From metal bender to software provider: When machine manufacturers discover digital business models

When existing business models are no longer effective

I recently sat with the managing director of a medium-sized machine tool manufacturer. 450 employees, 35 years of experience, excellent metalworking equipment. The company has made a name for itself over decades - solid mechanics, proper control technology, reliable production, timely delivery.

“Our major customer now wants the machine to come with an asset administration shell and integrate with its Siemens Industrial Edge platform,” he told me. “Feature enablement via software license, digital twin for predictive maintenance, the full program.” He paused and looked at me. “We can do excellent mechanics and control technology. But software-as-a-service? That's where we're at the beginning. And to be honest, I don't even know how we make money with it or how we incorporate it into our billing system, not even starting from sales.”

A situation I've experienced more often. Mechanical engineering is undergoing a fundamental transformation. Hardware alone is no longer enough. Customers expect the latest technology, such as digital twins, seamless integration into their automation platforms, and software services that accompany the life cycle of the machine. Standards such as the Asset Administration Shell make these requirements mandatory, not optional.

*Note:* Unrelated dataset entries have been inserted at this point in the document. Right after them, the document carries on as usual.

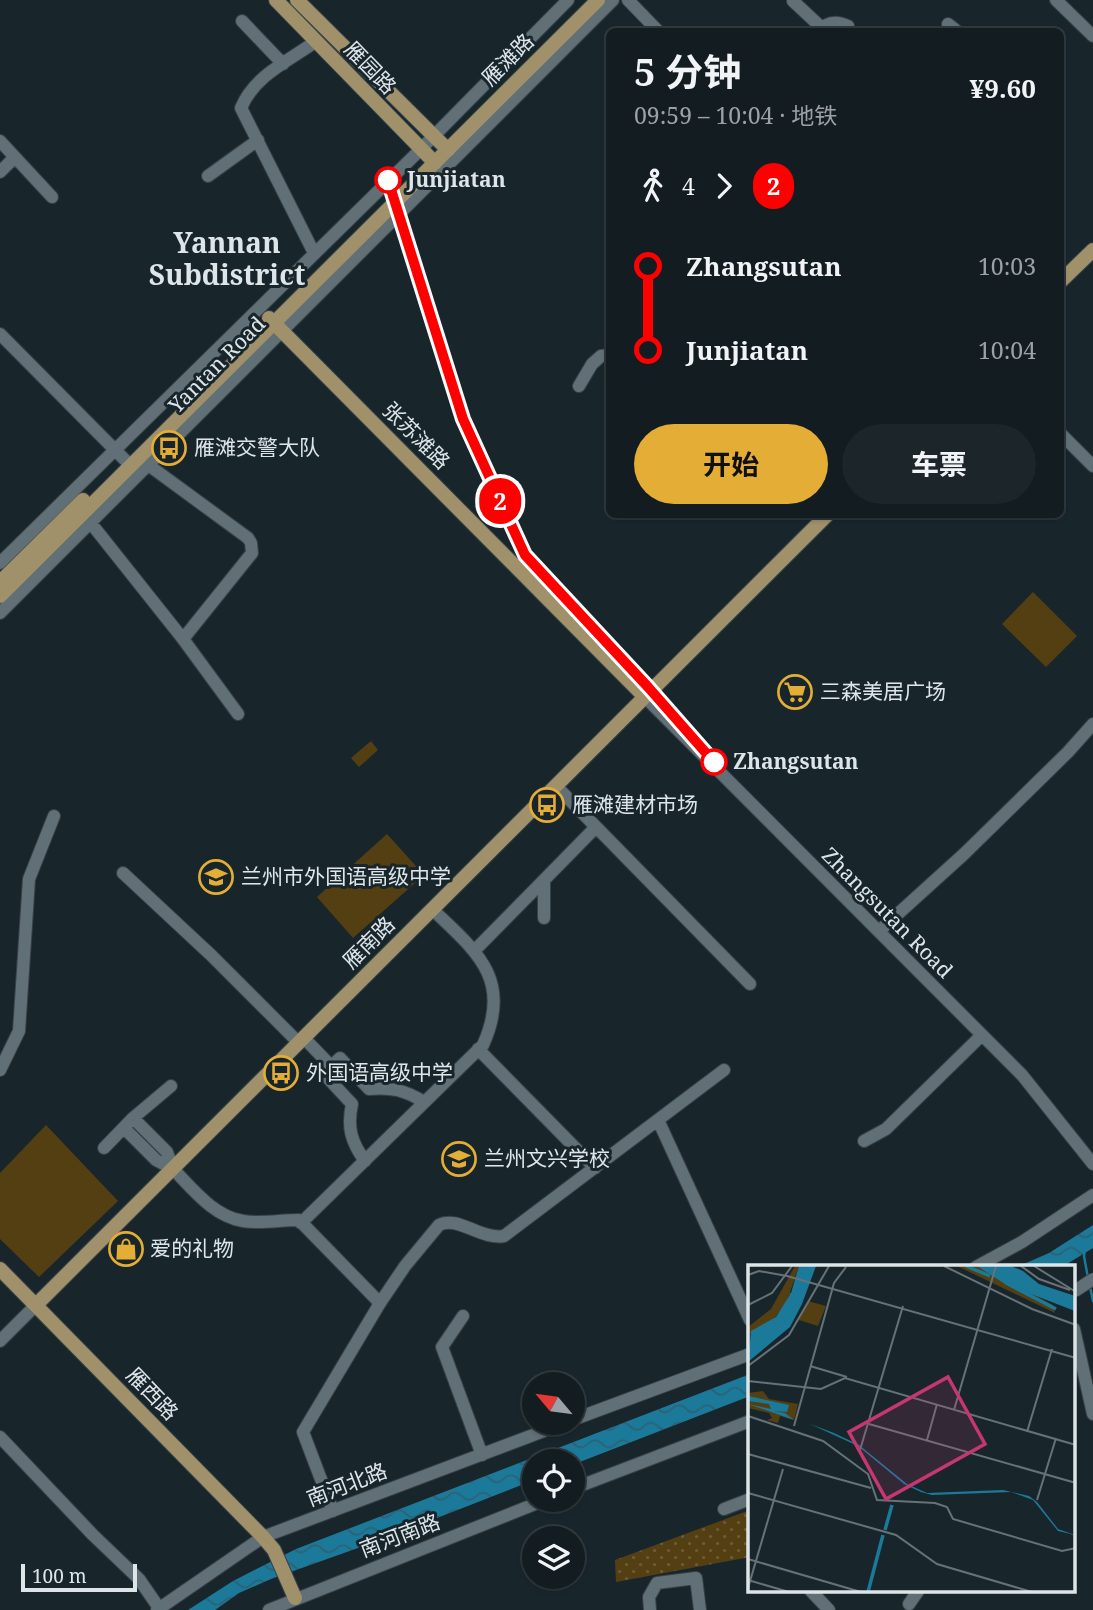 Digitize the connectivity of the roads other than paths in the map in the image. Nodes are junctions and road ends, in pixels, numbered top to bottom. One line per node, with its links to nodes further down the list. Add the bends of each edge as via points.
1 (276, 0): 16 (main road, 雁园路)
2 (297, 0): 20 (main road, 雁园路)
3 (568, 0): 20 (street, Yantan Road)
4 (585, 0): 20 (main road, Yantan Road)
5 (598, 0): 20 (main road, 雁滩路)
6 (613, 0): 22 (street, Yantan Road)
7 (628, 0): 12 (street)
8 (1056, 0): 15 (street)
9 (793, 1): 13 (street)
10 (242, 21): 17 (street)
11 (848, 26): 14 (street, via 835,22)
12 (655, 28)
13 (818, 28)
14 (824, 28)
15 (1093, 36)
16 (315, 42): 17 (street); 22 (main road, 雁园路)
17 (283, 64): 18 (street, via 272,68 241,108)
18 (258, 140): 24 (street); 27 (street)
19 (0, 141): 21 (street)
20 (442, 142): 22 (main road, Yantan Road); 22 (street, Yantan Road)
21 (15, 157): 23 (street); 25 (street)
22 (431, 161): 27 (street, Yantan Road); 29 (main road, Yantan Road)
23 (0, 172)
24 (208, 176)
25 (52, 197)
26 (1093, 250): 28 (main road)
27 (314, 253): 29 (street, Yantan Road)
28 (1064, 278)
29 (271, 320): 34 (main road, Yantan Road); 35 (street, Yantan Road); 44 (main road, 张苏滩路)
30 (0, 334): 34 (street)
31 (606, 355): 32 (street, via 592,365)
32 (579, 386)
33 (1064, 437): 36 (street)
34 (124, 458): 39 (main road, Yantan Road); 41 (main road, Yantan Road)
35 (147, 464): 38 (street, Yantan Road); 43 (street, via 248,538 253,547 231,582)
36 (1093, 466)
37 (824, 518): 44 (main road, 雁南路)
38 (90, 522): 42 (street, Yantan Road); 43 (street)
39 (4, 565): 40 (main road, Yantan Road)
40 (0, 582)
41 (0, 596)
42 (0, 613)
43 (183, 639): 45 (street)
44 (645, 697): 47 (main road, 雁南路); 54 (street, Zhangsutan Road)
45 (238, 714)
46 (1093, 724): 54 (street)
47 (556, 786): 49 (street); 52 (main road, 雁南路)
48 (54, 816): 61 (street, via 29,879 19,1031)
49 (596, 827): 51 (street); 56 (street)
50 (123, 873): 58 (street)
51 (544, 880): 53 (street); 55 (street)
52 (432, 909): 55 (street); 58 (main road, 雁南路)
53 (544, 918)
54 (879, 932): 57 (street, Zhangsutan Road)
55 (475, 950): 59 (street, via 490,975 493,998 492,1025)
56 (750, 984)
57 (982, 1035): 67 (street, via 886,1129); 70 (street, Zhangsutan Road, via 1022,1075)
58 (301, 1040): 60 (street); 71 (main road, 雁南路)
59 (478, 1049): 64 (street); 72 (street)
60 (331, 1066): 64 (street, via 340,1058 369,1089 398,1089); 69 (street, via 324,1074 352,1104 350,1134)
61 (0, 1070)
62 (724, 1070): 65 (street)
63 (171, 1086): 66 (street)
64 (424, 1102): 69 (street)
65 (658, 1121): 72 (street); 82 (street)
66 (129, 1123): 68 (street); 71 (street, via 156,1160)
67 (864, 1141)
68 (104, 1149)
69 (365, 1161): 74 (street)
70 (1093, 1164)
71 (173, 1168): 74 (street, via 213,1208 229,1217); 80 (main road, 雁南路)
72 (595, 1168): 79 (street, via 504,1237 486,1236 445,1221)
73 (1093, 1195): 75 (street)
74 (301, 1223): 79 (street)
75 (980, 1265)
76 (0, 1269): 80 (main road, 雁西路)
77 (1093, 1279): 78 (street, bridge)
78 (1076, 1290)
79 (380, 1303): 96 (street, via 303,1432)
80 (36, 1305): 84 (street, 雁南路); 97 (main road, 雁西路)
81 (463, 1316): 91 (street, via 442,1347)
82 (748, 1316)
83 (1076, 1338): 87 (street)
84 (0, 1341)
85 (748, 1355): 86 (street)
86 (585, 1415)
87 (1093, 1415)
88 (748, 1422): 92 (street)
89 (534, 1435): 91 (street, 南河北路)
90 (0, 1437): 102 (street, via 140,1580)
91 (482, 1455): 96 (street, 南河北路)
92 (585, 1484)
93 (748, 1500): 95 (street)
94 (522, 1509): 100 (street, 南河南路)
95 (724, 1509)
96 (333, 1511): 97 (street, 南河北路)
97 (263, 1537): 100 (main road, 雁西路, via 274,1550); 102 (street, 南河北路)
98 (812, 1592): 106 (street)
99 (917, 1592): 101 (street)
100 (295, 1598): 103 (street, 南河南路)
101 (909, 1604)
102 (158, 1609)
103 (269, 1610)
104 (650, 1610): 105 (street, via 649,1597 657,1583 696,1578)
105 (700, 1610)
106 (829, 1610)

But many medium-sized mechanical engineering companies in particular are struggling. Not because they lack technical expertise, but because software transformation is much more than just an IT issue. It's about new business models, changed organizations and sales, and a completely different way of thinking.

In this article, I'll show you

• What value creation potential is available for you
• Where the real challenges lie in implementation and
• How you can proceed pragmatically and evolutionarily.

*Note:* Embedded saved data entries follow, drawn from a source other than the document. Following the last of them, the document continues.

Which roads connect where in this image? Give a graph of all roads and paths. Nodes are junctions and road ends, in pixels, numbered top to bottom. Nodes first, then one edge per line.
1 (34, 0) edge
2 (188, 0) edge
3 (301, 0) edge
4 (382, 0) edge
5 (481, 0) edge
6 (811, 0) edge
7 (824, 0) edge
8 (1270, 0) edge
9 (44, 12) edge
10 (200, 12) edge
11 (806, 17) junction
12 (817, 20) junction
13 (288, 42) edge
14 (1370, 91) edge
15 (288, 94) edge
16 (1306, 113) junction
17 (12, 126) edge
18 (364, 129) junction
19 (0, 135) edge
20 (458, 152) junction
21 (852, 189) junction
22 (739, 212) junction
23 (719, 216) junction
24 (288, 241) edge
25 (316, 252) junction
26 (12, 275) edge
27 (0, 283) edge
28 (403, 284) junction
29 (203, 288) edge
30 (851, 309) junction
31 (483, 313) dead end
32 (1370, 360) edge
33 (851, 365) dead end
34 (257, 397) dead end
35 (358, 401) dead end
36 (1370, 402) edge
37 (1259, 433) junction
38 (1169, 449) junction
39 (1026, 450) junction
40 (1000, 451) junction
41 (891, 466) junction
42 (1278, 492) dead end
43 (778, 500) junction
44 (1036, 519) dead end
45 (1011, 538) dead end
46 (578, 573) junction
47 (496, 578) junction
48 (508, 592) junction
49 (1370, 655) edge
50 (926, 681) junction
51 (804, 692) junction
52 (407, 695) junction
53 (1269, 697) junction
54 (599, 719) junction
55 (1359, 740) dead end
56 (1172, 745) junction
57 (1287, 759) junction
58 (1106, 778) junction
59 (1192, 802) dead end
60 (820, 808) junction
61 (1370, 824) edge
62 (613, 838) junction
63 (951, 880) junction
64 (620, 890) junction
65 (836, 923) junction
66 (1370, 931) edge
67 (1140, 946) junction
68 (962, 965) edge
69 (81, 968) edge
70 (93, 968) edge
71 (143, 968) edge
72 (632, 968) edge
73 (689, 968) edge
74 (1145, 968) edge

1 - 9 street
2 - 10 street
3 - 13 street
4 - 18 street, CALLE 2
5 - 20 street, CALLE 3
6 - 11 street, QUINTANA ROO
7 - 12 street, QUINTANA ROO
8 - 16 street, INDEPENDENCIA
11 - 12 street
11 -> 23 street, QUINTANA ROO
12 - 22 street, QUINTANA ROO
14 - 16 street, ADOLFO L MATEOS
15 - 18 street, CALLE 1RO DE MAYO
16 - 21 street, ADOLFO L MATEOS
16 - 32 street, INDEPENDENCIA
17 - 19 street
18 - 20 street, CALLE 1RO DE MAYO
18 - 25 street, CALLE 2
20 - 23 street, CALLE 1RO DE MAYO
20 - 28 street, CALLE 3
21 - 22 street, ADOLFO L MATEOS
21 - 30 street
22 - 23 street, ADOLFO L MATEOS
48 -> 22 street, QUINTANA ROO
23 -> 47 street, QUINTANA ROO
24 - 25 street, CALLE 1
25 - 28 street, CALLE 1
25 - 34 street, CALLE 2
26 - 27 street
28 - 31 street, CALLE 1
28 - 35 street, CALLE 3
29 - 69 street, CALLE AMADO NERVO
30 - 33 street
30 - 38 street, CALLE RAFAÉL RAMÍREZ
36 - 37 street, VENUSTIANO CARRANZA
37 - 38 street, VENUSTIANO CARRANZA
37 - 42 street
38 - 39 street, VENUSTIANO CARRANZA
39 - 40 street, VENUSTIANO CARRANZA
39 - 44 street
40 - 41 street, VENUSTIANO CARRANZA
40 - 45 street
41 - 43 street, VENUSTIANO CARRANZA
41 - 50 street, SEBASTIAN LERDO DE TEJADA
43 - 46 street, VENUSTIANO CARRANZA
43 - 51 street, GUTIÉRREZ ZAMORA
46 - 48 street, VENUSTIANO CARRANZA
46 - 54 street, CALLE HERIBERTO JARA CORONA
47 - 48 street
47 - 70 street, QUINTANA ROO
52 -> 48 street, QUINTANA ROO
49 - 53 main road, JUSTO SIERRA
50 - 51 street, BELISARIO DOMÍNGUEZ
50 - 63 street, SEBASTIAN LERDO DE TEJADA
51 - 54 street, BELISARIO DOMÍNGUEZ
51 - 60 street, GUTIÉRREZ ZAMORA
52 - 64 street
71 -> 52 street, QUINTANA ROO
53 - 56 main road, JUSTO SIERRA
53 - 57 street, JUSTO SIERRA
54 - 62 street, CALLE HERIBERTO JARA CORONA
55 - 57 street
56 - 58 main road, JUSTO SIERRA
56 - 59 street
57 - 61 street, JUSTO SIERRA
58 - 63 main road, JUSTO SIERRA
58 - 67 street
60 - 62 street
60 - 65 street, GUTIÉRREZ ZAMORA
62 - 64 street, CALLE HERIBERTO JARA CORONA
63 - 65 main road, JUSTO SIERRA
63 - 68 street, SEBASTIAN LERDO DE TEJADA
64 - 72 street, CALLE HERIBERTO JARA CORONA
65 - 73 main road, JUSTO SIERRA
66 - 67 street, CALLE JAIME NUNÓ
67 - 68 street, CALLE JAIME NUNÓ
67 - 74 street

1. The new added value: Software becomes the core of the product

It used to be clear. A machine manufacturer sold a machine. Offer, service agreement, customer investment, payment, delivery, installation, point. The controller was integrated, the software focused on the machine itself and interfaces went via fieldbuses and Industrial Ethernet, but the software was not a standalone product.

That has fundamentally changed. Hardware is now a kind of ticket, a transporter of services and the actual added value is shifting to the software or service level.

A specific example from my consulting practice: A plant manufacturer for packaging machines had previously implemented features such as additional format changes or extended control functions through hardware upgrades. That meant: technicians on site, conversion time, mechanical parts and... time. Today, it unlocks the same functions via a software license. The hardware is prepared from the start, and the customer activates features as required and ordered. The result: faster time-to-value for the customer, recurring sales for the manufacturer.

The implementation of such models now works mostly via industrial platforms from major players such as Siemens, ABB, Mitsubishi or Schneider Electric, but large medium-sized companies such as Weidmüller or Hilscher have also established their own platforms for data-controlled machine installation, control and monitoring.

But standards are needed for such models to work interoperably. The Asset Administration Shell (AAS) and the digital twin (digital twin) are important to you here.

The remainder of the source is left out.